• **WORK REQUEST**: Scan the entries below and count the lines holding the string "Prairie". Supply only the number.

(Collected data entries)
━━━━

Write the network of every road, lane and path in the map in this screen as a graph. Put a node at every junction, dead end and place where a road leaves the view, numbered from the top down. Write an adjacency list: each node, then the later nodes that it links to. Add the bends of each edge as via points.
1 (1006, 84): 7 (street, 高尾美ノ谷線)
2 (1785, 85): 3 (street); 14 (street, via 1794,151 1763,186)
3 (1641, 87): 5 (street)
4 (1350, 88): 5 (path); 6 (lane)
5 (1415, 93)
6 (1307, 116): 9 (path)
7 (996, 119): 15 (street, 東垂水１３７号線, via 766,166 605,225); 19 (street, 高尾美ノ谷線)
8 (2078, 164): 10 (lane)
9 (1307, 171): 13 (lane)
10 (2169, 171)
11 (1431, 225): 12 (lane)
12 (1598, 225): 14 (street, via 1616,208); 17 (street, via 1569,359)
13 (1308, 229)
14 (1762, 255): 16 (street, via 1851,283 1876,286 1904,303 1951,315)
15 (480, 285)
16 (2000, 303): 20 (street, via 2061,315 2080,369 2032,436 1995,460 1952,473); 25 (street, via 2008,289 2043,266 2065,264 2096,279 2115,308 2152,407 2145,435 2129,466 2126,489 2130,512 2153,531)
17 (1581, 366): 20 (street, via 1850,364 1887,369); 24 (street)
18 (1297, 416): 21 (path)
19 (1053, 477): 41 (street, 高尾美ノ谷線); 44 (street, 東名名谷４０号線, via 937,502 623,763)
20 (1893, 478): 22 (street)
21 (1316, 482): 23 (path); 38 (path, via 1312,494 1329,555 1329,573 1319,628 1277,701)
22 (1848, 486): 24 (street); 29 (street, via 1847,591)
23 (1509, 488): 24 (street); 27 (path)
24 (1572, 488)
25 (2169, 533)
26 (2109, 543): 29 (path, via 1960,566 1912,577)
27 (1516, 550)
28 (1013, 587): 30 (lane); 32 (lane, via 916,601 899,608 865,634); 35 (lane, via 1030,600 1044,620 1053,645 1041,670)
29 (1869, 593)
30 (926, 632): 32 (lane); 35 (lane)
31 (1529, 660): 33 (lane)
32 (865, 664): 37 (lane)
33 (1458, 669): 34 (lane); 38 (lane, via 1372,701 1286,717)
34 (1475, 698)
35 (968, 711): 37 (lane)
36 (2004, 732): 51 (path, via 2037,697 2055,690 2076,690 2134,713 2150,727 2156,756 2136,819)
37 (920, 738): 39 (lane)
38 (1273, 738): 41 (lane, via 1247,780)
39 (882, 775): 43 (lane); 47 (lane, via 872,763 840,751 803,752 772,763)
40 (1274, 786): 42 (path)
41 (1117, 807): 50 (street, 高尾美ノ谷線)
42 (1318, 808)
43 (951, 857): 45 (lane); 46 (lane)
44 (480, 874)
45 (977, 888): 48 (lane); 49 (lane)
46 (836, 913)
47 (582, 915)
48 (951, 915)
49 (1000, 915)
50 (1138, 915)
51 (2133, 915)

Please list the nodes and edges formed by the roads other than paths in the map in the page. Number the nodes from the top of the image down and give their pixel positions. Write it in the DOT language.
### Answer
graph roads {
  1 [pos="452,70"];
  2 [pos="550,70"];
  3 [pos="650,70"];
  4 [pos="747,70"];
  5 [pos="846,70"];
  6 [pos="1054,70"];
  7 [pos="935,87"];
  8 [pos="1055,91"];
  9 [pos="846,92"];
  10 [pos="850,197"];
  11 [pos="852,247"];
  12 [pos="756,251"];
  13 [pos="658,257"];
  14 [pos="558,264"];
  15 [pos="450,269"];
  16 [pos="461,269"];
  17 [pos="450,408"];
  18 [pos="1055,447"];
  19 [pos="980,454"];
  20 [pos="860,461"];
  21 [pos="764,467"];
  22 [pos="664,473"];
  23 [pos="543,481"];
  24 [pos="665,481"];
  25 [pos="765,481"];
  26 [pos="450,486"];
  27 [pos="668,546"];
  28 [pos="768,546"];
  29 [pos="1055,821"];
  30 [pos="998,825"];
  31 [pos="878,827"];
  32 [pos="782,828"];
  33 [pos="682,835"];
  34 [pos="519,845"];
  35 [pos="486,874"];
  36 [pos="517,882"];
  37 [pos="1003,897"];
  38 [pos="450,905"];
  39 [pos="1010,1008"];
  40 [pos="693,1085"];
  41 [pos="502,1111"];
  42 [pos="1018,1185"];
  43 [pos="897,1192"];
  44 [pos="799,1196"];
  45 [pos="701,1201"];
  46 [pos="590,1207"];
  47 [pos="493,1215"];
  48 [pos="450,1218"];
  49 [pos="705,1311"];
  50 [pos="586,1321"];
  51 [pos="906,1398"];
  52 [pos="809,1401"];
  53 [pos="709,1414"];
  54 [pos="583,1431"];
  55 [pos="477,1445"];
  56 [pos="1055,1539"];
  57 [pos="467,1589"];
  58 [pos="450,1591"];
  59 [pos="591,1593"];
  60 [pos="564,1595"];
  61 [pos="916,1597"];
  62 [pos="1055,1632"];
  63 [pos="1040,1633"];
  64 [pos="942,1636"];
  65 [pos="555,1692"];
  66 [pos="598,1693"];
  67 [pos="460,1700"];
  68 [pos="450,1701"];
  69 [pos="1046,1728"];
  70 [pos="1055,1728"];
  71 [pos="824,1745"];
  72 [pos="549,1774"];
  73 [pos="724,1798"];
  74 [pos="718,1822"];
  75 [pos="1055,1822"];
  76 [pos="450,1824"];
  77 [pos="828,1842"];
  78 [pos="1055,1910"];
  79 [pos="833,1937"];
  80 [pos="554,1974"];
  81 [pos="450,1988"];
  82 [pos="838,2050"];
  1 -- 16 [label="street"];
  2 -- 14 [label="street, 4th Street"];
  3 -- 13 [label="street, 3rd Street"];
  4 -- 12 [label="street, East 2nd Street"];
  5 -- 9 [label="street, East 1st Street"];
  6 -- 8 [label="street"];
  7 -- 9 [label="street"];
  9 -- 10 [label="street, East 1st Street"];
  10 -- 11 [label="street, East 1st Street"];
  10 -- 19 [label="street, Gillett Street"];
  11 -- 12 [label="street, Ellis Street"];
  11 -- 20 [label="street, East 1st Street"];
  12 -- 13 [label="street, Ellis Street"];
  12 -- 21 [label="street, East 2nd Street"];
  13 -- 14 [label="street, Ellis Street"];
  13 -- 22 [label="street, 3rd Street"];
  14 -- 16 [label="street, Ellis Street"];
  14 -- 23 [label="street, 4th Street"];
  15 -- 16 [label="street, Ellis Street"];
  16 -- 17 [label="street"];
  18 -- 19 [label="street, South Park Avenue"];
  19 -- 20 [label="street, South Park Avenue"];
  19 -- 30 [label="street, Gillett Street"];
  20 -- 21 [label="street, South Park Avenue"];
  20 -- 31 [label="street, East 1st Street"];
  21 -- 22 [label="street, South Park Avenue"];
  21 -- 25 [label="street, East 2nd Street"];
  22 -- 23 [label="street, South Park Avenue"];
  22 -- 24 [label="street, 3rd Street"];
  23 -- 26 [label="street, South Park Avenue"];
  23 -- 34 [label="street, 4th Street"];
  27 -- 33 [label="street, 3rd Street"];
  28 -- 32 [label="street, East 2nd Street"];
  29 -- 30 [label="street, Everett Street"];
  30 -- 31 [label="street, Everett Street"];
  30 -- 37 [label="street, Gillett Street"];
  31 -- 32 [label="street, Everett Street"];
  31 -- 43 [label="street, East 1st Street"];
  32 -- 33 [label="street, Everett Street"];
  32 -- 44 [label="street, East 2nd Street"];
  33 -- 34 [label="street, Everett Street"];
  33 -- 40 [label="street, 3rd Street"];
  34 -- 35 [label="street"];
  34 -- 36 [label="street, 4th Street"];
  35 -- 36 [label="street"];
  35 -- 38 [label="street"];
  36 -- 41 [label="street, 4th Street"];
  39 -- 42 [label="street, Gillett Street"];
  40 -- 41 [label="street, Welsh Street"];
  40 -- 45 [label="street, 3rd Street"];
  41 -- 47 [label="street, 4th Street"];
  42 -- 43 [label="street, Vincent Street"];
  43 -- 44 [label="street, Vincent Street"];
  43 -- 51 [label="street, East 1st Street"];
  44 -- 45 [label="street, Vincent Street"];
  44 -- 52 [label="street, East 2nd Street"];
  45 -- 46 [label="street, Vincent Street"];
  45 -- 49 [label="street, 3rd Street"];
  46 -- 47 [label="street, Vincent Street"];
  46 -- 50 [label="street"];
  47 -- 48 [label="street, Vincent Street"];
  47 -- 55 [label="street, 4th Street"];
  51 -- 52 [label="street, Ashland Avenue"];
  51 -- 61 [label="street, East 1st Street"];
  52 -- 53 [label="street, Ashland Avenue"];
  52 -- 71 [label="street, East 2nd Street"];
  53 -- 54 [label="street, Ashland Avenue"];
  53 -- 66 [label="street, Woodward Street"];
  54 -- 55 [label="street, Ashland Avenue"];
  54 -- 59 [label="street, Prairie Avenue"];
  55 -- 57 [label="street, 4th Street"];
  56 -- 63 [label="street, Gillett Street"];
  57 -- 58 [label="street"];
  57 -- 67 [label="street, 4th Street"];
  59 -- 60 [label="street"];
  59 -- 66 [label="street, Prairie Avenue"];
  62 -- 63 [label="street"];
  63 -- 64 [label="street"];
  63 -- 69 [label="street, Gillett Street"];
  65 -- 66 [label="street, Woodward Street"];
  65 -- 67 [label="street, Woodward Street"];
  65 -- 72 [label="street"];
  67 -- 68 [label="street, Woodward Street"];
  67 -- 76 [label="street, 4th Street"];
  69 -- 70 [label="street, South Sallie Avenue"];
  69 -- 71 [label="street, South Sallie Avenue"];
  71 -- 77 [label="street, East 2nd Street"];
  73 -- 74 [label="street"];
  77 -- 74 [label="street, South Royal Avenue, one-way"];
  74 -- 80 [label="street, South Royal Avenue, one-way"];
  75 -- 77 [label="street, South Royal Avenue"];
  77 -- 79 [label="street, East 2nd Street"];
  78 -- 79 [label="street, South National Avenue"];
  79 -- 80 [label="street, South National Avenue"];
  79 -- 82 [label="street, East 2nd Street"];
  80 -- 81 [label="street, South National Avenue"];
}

━━━━

• **ANSWER BOX**: 2